Hace casi un año anunciábamos nubes de tormenta a propósito de la inflación.
Desafortunadamente, a día de hoy, a la tormenta de la subida de precios, iniciada por una combinación de un shock en los precios de la energía y las materias primas y una demanda vibrante en los meses de salida de la pandemia, han de añadirse las previsiones cada vez más pesimistas sobre crecimiento que han realizado los principales organismos internacionales para la economía mundial y, particularmente, para la europea.
Si a la inflación se le suma una ralentización de la economía, cuando no una caída del crecimiento, estamos ante un escenario de estanflación o inflación con estancamiento.
La estanflación no es un fenómeno nuevo. Las economías occidentales lo experimentaron en las crisis energéticas de la década de los setenta del siglo pasado, derivadas de la subida de los precios del petróleo.
Esta situación pone ante un importante dilema a las autoridades que gestionan las políticas económicas, tanto las monetarias (los bancos centrales) como las fiscales y de rentas (los gobiernos).
El dilema reside en que, pese a que las causas de la inflación residan en el aumento de los costes (energía y materias primas en primera ronda), los instrumentos de los que se dispone para frenar los precios a corto plazo solo atacan a la demanda. Es decir, sirven para frenar el gasto agregado de la economía. Este freno se consigue subiendo los tipos de interés, drenando gasto de la economía con una política fiscal o mediante un pacto de rentas que distribuya entre asalariados, empresas y pensionistas las pérdidas que supone la inflación. Cosa harto difícil.
Cuando estamos en una situación de estanflación el primer dilema reside en cómo articular medidas contractivas –básicamente de subida de tipos de interés– sin pasarse. Es decir, sin afectar en demasía el crecimiento, sin inducir una recesión. Y esto es bien complejo porque, además, el margen de maniobra individual de los bancos centrales es escaso y esto se refleja en una subida de tipos sincronizada: primero Reserva Federal y luego Banco Central Europeo.
Los movimientos internacionales de capital no permiten muchas diferencias en este ámbito, si no queremos ver cómo se deprecian fuertemente las monedas de las economías que pierden inversiones porque los tipos empiezan a subir más en otras áreas, como está pasando con el euro frente al dólar. Este movimiento se refleja en una depreciación de la moneda (euro), agravando los problemas inflacionistas, ya que la depreciación encarece las importaciones, especialmente las energéticas (que se pagan en dólares).

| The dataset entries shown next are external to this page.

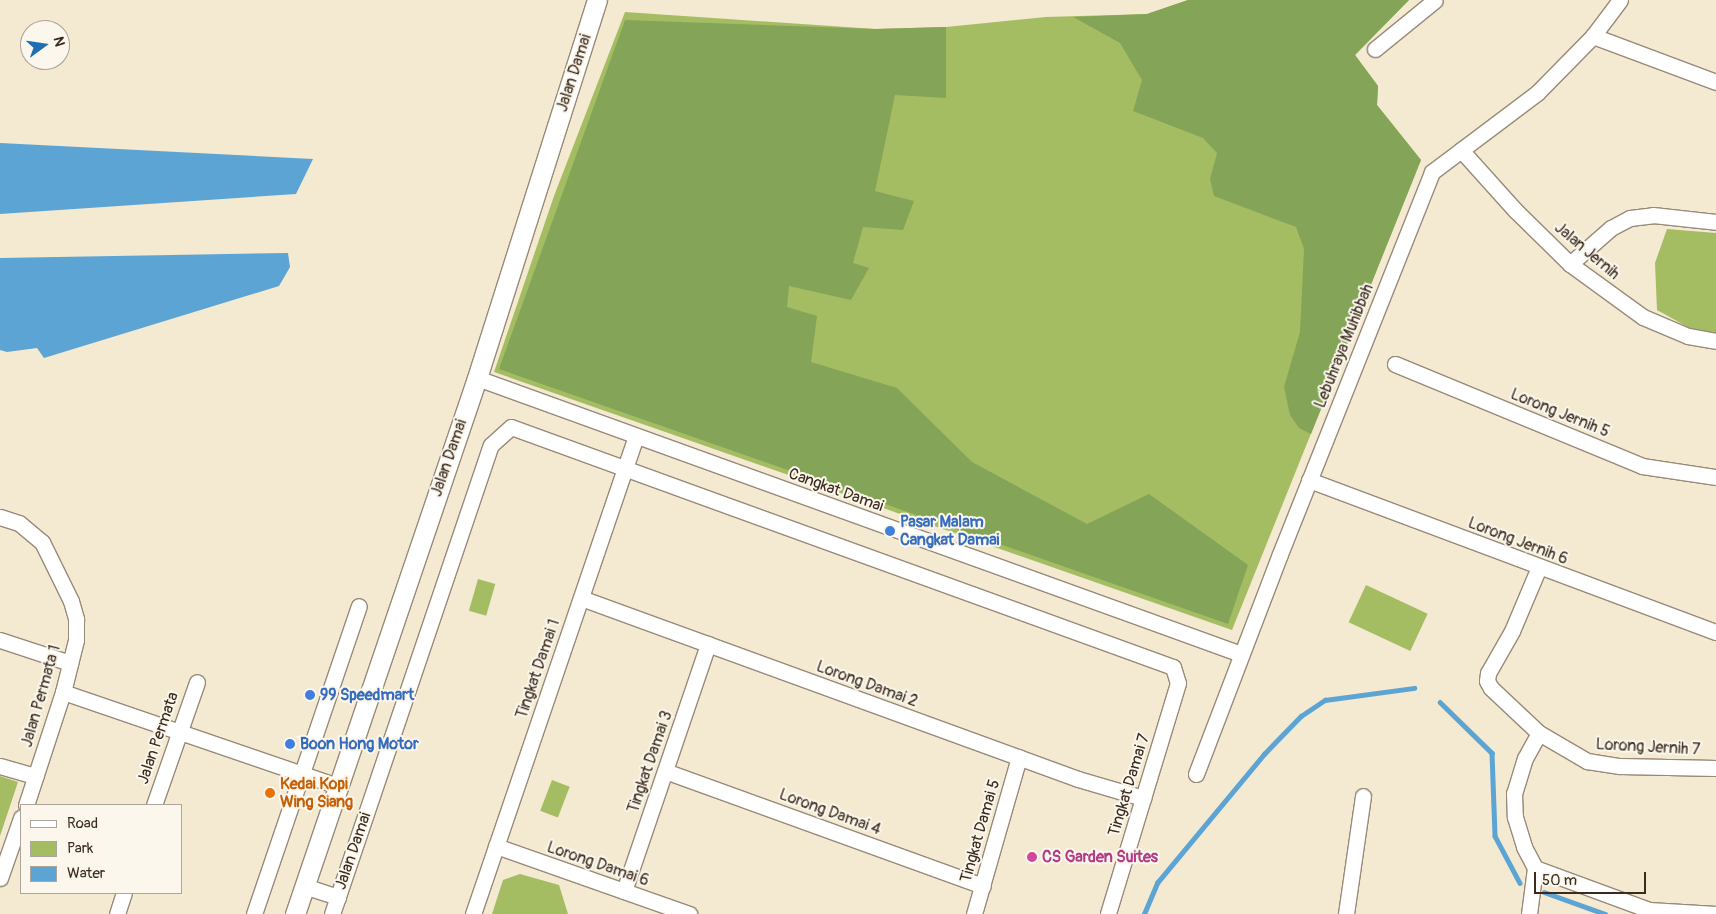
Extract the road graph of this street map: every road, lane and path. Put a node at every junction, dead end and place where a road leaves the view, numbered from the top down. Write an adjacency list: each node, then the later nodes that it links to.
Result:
1 (598, 0): 12 (main road, Jalan Damai)
2 (1435, 0): 5 (street)
3 (1620, 0): 4 (street, Lebuhraya Muhibbah)
4 (1593, 36): 6 (street); 7 (street, Lebuhraya Muhibbah)
5 (1375, 49)
6 (1716, 82)
7 (1461, 150): 9 (street, Jalan Jernih); 16 (street, Lebuhraya Muhibbah)
8 (1716, 222): 9 (street)
9 (1570, 264): 10 (street, Jalan Jernih)
10 (1716, 341)
11 (1395, 364): 15 (street, Lorong Jernih 5)
12 (477, 378): 13 (street, Cangkat Damai); 37 (main road, Jalan Damai)
13 (636, 436): 14 (street, Tingkat Damai 1); 24 (street, Cangkat Damai)
14 (625, 468): 19 (street, Tingkat Damai 1); 39 (street, Tingkat Damai 7); 50 (street, Jalan Damai)
15 (1716, 477)
16 (1309, 480): 18 (street, Lorong Jernih 6); 24 (street, Lebuhraya Muhibbah)
17 (0, 517): 25 (street, Jalan Permata 1)
18 (1539, 567): 21 (street, Lorong Jernih 6); 29 (street, Lorong Jernih 7)
19 (581, 598): 23 (street, Lorong Damai 2); 43 (street, Tingkat Damai 1)
20 (359, 606): 34 (street)
21 (1716, 632)
22 (0, 640): 25 (street)
23 (708, 644): 30 (street, Lorong Damai 2); 33 (street, Tingkat Damai 3)
24 (1241, 654): 35 (street, Lebuhraya Muhibbah)
25 (70, 663): 27 (street, Jalan Permata 1)
26 (197, 682): 28 (street, Jalan Permata)
27 (63, 692): 28 (street); 36 (street, Jalan Permata 1)
28 (178, 732): 34 (street); 41 (street, Jalan Permata)
29 (1539, 733): 32 (street, Lorong Jernih 7); 44 (street)
30 (1019, 758): 39 (street, Lorong Damai 2); 47 (street, Tingkat Damai 5)
31 (0, 766): 36 (street)
32 (1716, 768)
33 (665, 771): 47 (street, Lorong Damai 4); 48 (street, Tingkat Damai 3)
34 (302, 774): 37 (street); 53 (street)
35 (1196, 774)
36 (36, 776): 40 (street, Jalan Permata 1)
37 (338, 786): 46 (main road, Jalan Damai)
38 (1363, 796): 60 (street)
39 (1143, 798): 59 (street, Tingkat Damai 7)
40 (26, 804)
41 (154, 804)
42 (20, 821): 45 (street)
43 (496, 846): 48 (street, Lorong Damai 6); 56 (street, Tingkat Damai 1)
44 (1535, 868): 51 (street); 61 (street)
45 (0, 878)
46 (304, 886): 50 (street); 54 (main road, Jalan Damai)
47 (982, 886): 58 (street, Tingkat Damai 5)
48 (624, 891): 57 (street, Lorong Damai 6)
49 (124, 894): 52 (street)
50 (338, 897): 55 (street, Jalan Damai)
51 (1649, 912): 62 (street)
52 (117, 914)
53 (254, 914)
54 (294, 914)
55 (332, 914)
56 (473, 914)
57 (689, 914)
58 (974, 914)
59 (1108, 914)
60 (1346, 914)
61 (1529, 914)
62 (1716, 914)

Pero la subida de tipos lo que provoca en la demanda interna de las economías es un encarecimiento del consumo y un freno a la inversión, las dos partidas más importantes para explicar el crecimiento económico. Así pues, subir tipos sin pasarse para no provocar una recesión es todo un desafío.
El desafío de subir tipos en su justa medida se ve agravado cuando las políticas que han de complementar las monetarias o bien no existen (el pacto de rentas) o bien son de signo contrario, pues contribuyen a aumentar la demanda, el combustible que sigue alimentando la llama de la inflación.
Muchos gobiernos están llevando a cabo acciones que intentan compensar la pérdida de poder adquisitivo que provoca la inflación: articulan ayudas al conjunto de la población, subvencionan bienes que no reducen su consumo suficientemente –como los carburantes– o pactan subidas de rentas considerables en colectivos especialmente sensibles para la aritmética electoral –léase pensiones–.
Los gobiernos se enfrentan a su propio dilema: reconocer la pérdida que provoca el shock inflacionista e intentar acomodar dicha pérdida entre colectivos, o bien aplicar una política de aumento de gasto para paliar la pérdida, que puede aumentar los desequilibrios existentes.
Este escenario de dos políticas de demanda –la fiscal y la monetaria–, que lejos de coordinarse entran en contradicción, es cada vez más probable. Y justifica que los tipos de interés o bien sigan subiendo (para compensar el gasto ocasionado por la expansión fiscal), o se mantengan relativamente altos, lo que afectaría especialmente a las economías más endeudadas.